De nouvelles plateformes de vente en ligne épinglées. La Haute-commissaire à l’Enfance, Sarah El Haïry, va de nouveau saisir le régulateur du numérique après la diffusion d’un reportage de France 2 ce lundi 17 novembre, montrant que des annonces sur les sites d’Etsy et Leboncoin proposent des contenus pornographiques sous couvert de ventes classiques. Cette annonce intervient au lendemain d’une démarche similaire concernant le site de vente d’occasion Vinted.
Interview
Le reportage diffusé dans le journal de 20 heures de France 2 ce lundi montre l’annonce sur Leboncoin d’une femme vendant en façade des robes, mais qui en réalité propose des contenus pornographiques, à payer directement sur la plateforme. Les journalistes précisent que, contacté par leurs soins, la plateforme de revente a retiré cette annonce.
Sur Etsy, site de vente en ligne, ils montrent une annonce proposant des images de jeunes filles nues générées par intelligence artificielle, des contenus pouvant être considérés comme pédopornographiques. Le reportage donne également à voir des annonces sur Vinted menant en quelques clics de vente de vêtements à des propositions de contenus sexuels.
Obligation légale
«Que ce soit sur Etsy, sur Leboncoin ou ailleurs, les plateformes ne peuvent pas fermer les yeux quand des annonces permettent, contre paiement, d’accéder à des contenus pornographiques», a souligné l’entourage de la Haute-commissaire. «Dès lors qu’un risque de mise en contact entre mineurs et pornographie existe, l’alerte doit être immédiate, la réaction doit être totale», a ajouté la même source.
La loi oblige en effet depuis 2024 les sites hébergeant de la pornographie à vérifier l’âge des utilisateurs, sous peine de sanctions allant jusqu’au blocage.
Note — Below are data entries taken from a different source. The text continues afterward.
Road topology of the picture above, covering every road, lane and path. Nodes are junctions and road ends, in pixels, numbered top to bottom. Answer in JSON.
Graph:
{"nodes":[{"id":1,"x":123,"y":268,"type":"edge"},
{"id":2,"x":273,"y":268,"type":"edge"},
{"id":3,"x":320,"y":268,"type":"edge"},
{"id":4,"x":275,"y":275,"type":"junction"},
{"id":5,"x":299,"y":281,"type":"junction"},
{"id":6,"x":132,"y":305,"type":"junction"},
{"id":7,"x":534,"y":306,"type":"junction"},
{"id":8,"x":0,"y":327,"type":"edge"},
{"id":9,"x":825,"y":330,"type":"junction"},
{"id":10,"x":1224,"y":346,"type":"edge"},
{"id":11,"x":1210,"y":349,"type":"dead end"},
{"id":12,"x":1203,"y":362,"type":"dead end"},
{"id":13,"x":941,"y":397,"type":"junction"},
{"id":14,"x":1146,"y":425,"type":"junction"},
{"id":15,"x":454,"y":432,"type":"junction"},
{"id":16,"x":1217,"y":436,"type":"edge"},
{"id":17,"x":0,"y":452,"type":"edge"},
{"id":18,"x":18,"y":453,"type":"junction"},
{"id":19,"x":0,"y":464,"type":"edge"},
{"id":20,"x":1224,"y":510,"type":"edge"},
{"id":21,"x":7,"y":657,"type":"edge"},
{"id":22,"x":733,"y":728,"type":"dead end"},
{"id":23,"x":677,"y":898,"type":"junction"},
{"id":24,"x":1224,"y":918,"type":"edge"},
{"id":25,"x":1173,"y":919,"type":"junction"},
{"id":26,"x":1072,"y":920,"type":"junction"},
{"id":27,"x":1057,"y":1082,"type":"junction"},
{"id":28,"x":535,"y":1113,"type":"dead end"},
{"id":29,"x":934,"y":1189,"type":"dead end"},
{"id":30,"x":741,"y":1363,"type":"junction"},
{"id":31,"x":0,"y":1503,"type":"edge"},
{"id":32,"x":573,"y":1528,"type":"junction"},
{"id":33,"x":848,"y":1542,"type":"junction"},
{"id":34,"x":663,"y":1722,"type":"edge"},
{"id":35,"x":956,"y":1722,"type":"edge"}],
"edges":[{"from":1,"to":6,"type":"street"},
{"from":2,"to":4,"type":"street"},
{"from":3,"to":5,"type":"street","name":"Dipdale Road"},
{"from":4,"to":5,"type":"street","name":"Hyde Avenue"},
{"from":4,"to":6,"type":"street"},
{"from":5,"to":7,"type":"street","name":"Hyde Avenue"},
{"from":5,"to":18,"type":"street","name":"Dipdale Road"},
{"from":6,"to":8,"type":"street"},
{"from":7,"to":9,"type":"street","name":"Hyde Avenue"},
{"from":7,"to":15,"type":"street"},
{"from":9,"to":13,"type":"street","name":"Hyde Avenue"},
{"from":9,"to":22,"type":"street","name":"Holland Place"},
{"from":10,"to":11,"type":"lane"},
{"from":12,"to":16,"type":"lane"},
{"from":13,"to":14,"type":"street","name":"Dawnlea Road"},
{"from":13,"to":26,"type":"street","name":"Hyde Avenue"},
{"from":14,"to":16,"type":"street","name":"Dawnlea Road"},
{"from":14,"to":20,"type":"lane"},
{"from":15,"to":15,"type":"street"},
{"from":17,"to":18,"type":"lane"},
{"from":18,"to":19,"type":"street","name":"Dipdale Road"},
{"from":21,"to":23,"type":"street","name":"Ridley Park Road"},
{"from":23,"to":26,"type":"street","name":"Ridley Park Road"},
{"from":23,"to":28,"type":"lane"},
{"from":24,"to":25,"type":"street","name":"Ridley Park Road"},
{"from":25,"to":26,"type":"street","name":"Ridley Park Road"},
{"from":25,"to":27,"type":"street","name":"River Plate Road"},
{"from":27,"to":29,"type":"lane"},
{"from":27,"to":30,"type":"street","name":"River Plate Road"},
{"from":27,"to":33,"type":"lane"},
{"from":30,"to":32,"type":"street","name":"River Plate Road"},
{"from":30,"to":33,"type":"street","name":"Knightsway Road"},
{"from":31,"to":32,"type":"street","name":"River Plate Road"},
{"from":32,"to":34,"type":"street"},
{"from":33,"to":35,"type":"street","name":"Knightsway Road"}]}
Le site L’Informé et d’autres médias ont révélé ces derniers jours que des annonces visibles sur la célèbre plateforme de vente de produits de seconde main renvoient vers d’autres messageries, via lesquelles leurs auteurs monnayent des contenus pornographiques. Pour sa part, Vinted a assuré avoir «une politique de tolérance zéro concernant les communications non sollicitées à caractère sexuel ou la promotion de services sexuels» et prendre «ces situations très au sérieux».